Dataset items
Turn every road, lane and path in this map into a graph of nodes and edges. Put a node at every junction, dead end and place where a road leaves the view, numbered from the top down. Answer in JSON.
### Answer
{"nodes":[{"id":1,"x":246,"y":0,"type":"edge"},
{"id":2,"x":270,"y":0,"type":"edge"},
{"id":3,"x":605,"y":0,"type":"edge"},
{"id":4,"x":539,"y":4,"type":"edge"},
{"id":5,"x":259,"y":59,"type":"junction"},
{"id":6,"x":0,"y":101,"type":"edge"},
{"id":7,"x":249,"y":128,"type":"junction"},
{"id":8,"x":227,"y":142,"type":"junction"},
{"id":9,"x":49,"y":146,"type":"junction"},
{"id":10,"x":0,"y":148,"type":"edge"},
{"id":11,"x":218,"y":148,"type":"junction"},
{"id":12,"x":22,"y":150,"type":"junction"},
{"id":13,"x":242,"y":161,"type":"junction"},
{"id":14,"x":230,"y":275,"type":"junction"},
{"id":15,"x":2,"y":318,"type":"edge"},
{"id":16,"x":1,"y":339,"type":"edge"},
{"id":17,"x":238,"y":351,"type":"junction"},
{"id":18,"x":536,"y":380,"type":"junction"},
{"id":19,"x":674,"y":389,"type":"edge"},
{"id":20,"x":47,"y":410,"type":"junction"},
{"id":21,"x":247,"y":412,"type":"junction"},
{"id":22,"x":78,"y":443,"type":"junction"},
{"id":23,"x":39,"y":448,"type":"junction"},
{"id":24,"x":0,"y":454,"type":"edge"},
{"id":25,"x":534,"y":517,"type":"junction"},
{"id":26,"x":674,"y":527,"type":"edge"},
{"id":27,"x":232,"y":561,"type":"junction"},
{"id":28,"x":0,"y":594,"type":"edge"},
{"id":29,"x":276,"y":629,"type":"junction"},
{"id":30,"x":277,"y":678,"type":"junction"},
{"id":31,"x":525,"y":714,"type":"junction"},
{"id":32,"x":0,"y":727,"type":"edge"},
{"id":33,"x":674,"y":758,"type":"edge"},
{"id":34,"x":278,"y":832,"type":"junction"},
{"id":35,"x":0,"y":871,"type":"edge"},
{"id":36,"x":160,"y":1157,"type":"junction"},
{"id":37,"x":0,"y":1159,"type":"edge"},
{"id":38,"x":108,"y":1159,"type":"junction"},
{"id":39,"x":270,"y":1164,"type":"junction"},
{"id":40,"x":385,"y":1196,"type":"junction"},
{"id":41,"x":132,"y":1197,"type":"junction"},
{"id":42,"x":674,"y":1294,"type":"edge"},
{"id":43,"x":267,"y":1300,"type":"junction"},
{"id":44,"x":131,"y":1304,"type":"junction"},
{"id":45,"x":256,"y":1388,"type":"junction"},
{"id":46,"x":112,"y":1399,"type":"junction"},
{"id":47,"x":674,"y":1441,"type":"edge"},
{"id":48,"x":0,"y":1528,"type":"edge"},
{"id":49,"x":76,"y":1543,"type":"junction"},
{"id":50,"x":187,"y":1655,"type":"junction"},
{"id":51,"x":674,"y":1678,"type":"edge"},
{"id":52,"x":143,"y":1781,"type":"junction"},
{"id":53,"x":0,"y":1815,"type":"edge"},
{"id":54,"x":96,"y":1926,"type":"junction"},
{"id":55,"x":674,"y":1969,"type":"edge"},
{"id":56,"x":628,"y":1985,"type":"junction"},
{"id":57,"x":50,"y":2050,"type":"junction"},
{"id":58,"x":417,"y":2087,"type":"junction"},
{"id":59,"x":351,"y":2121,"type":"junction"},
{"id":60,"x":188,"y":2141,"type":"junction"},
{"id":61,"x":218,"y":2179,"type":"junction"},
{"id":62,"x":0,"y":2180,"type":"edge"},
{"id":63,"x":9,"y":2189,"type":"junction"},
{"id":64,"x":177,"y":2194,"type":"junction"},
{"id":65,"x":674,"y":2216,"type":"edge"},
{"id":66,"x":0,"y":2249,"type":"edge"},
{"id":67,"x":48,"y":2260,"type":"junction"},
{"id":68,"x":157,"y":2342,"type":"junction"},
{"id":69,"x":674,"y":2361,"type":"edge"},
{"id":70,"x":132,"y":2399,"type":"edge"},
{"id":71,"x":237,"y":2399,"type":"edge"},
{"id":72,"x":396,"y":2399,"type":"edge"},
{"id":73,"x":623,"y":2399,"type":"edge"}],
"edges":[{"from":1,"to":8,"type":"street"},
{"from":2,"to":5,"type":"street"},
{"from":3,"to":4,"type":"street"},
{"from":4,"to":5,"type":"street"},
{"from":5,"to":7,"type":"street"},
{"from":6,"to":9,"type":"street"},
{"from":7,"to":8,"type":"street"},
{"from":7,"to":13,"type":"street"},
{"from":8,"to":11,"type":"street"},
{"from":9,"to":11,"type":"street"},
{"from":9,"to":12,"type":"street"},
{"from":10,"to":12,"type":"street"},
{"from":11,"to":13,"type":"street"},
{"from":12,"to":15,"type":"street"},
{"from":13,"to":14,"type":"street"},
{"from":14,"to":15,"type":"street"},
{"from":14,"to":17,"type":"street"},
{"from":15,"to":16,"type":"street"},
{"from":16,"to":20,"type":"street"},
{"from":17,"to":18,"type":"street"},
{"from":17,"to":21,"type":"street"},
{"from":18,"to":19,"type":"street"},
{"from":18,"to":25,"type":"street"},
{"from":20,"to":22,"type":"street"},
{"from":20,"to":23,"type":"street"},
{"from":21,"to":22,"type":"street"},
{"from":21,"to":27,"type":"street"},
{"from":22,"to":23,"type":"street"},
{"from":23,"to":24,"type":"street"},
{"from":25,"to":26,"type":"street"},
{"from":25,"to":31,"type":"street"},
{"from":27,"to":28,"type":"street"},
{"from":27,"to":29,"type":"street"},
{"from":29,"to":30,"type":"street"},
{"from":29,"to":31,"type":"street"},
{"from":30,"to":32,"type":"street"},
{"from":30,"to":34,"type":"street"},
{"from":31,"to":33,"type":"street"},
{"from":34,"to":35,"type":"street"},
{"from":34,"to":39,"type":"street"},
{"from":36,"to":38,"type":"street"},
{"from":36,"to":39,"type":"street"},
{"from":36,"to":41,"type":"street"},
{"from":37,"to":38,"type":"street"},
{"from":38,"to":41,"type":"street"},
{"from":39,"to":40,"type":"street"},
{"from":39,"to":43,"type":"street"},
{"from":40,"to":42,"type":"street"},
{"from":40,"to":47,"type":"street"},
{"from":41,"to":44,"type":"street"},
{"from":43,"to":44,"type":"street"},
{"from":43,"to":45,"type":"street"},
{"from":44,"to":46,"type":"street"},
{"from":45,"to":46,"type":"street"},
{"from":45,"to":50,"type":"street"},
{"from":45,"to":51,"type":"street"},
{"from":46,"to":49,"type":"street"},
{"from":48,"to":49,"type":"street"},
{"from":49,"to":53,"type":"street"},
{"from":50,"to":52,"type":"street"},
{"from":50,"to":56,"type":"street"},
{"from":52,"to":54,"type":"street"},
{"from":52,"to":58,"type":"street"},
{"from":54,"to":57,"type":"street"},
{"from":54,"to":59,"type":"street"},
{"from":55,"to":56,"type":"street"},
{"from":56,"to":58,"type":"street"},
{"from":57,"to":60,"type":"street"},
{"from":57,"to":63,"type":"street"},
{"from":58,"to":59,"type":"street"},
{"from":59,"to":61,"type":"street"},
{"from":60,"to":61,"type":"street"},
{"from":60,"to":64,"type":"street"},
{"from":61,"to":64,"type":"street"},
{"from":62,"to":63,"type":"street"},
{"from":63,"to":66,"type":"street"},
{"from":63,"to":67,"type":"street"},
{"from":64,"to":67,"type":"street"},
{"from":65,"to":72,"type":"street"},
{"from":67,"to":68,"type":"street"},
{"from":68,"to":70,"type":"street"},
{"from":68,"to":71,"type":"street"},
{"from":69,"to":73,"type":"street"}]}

## [What you need to do]
Extract every line containing the string "Answer" from the data above.

## [Output of the exercise]
Turn every road, lane and path in this map into a graph of nodes and edges. Put a node at every junction, dead end and place where a road leaves the view, numbered from the top down. Answer in JSON.
### Answer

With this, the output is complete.